→ Assigned task: The entries are to be output once more, word for word.

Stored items
****
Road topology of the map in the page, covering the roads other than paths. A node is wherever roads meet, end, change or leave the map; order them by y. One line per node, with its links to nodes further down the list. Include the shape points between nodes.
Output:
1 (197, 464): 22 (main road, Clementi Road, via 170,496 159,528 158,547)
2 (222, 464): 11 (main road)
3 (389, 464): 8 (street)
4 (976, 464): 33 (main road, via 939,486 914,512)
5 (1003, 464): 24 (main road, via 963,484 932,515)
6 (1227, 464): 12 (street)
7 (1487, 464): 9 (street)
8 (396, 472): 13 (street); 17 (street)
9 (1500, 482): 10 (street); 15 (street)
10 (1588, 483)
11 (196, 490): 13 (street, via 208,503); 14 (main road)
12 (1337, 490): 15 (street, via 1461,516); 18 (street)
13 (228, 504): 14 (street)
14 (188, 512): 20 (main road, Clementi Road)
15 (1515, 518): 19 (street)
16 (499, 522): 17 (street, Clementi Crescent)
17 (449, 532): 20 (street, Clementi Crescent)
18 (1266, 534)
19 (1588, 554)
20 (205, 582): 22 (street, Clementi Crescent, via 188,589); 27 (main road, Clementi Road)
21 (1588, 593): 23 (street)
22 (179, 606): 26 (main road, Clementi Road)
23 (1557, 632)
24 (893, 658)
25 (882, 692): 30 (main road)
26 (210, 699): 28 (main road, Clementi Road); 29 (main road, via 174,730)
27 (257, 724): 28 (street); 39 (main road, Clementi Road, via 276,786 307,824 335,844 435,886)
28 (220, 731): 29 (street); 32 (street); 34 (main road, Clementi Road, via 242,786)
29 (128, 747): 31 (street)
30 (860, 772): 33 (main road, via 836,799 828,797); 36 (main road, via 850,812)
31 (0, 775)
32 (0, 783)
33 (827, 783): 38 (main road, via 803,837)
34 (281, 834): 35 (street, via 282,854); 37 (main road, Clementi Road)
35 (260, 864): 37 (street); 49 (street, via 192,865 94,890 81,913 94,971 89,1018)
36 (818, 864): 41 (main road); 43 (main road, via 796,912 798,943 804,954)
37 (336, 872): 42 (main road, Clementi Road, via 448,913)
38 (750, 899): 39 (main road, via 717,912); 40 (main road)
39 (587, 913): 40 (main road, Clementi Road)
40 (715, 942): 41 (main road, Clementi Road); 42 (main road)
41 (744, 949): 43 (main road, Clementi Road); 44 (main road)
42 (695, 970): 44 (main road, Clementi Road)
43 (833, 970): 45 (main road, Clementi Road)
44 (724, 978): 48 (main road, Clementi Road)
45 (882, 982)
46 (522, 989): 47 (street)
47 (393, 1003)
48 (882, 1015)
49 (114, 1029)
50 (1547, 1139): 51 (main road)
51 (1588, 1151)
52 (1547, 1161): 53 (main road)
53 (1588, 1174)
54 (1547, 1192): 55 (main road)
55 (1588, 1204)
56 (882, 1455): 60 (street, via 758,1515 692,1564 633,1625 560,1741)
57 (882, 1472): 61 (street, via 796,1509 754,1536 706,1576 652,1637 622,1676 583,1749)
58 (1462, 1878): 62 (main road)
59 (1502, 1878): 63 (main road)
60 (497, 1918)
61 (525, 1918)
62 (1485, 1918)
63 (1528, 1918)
****
→ Exercise result:
Road topology of the map in the page, covering the roads other than paths. A node is wherever roads meet, end, change or leave the map; order them by y. One line per node, with its links to nodes further down the list. Include the shape points between nodes.
Output:
1 (197, 464): 22 (main road, Clementi Road, via 170,496 159,528 158,547)
2 (222, 464): 11 (main road)
3 (389, 464): 8 (street)
4 (976, 464): 33 (main road, via 939,486 914,512)
5 (1003, 464): 24 (main road, via 963,484 932,515)
6 (1227, 464): 12 (street)
7 (1487, 464): 9 (street)
8 (396, 472): 13 (street); 17 (street)
9 (1500, 482): 10 (street); 15 (street)
10 (1588, 483)
11 (196, 490): 13 (street, via 208,503); 14 (main road)
12 (1337, 490): 15 (street, via 1461,516); 18 (street)
13 (228, 504): 14 (street)
14 (188, 512): 20 (main road, Clementi Road)
15 (1515, 518): 19 (street)
16 (499, 522): 17 (street, Clementi Crescent)
17 (449, 532): 20 (street, Clementi Crescent)
18 (1266, 534)
19 (1588, 554)
20 (205, 582): 22 (street, Clementi Crescent, via 188,589); 27 (main road, Clementi Road)
21 (1588, 593): 23 (street)
22 (179, 606): 26 (main road, Clementi Road)
23 (1557, 632)
24 (893, 658)
25 (882, 692): 30 (main road)
26 (210, 699): 28 (main road, Clementi Road); 29 (main road, via 174,730)
27 (257, 724): 28 (street); 39 (main road, Clementi Road, via 276,786 307,824 335,844 435,886)
28 (220, 731): 29 (street); 32 (street); 34 (main road, Clementi Road, via 242,786)
29 (128, 747): 31 (street)
30 (860, 772): 33 (main road, via 836,799 828,797); 36 (main road, via 850,812)
31 (0, 775)
32 (0, 783)
33 (827, 783): 38 (main road, via 803,837)
34 (281, 834): 35 (street, via 282,854); 37 (main road, Clementi Road)
35 (260, 864): 37 (street); 49 (street, via 192,865 94,890 81,913 94,971 89,1018)
36 (818, 864): 41 (main road); 43 (main road, via 796,912 798,943 804,954)
37 (336, 872): 42 (main road, Clementi Road, via 448,913)
38 (750, 899): 39 (main road, via 717,912); 40 (main road)
39 (587, 913): 40 (main road, Clementi Road)
40 (715, 942): 41 (main road, Clementi Road); 42 (main road)
41 (744, 949): 43 (main road, Clementi Road); 44 (main road)
42 (695, 970): 44 (main road, Clementi Road)
43 (833, 970): 45 (main road, Clementi Road)
44 (724, 978): 48 (main road, Clementi Road)
45 (882, 982)
46 (522, 989): 47 (street)
47 (393, 1003)
48 (882, 1015)
49 (114, 1029)
50 (1547, 1139): 51 (main road)
51 (1588, 1151)
52 (1547, 1161): 53 (main road)
53 (1588, 1174)
54 (1547, 1192): 55 (main road)
55 (1588, 1204)
56 (882, 1455): 60 (street, via 758,1515 692,1564 633,1625 560,1741)
57 (882, 1472): 61 (street, via 796,1509 754,1536 706,1576 652,1637 622,1676 583,1749)
58 (1462, 1878): 62 (main road)
59 (1502, 1878): 63 (main road)
60 (497, 1918)
61 (525, 1918)
62 (1485, 1918)
63 (1528, 1918)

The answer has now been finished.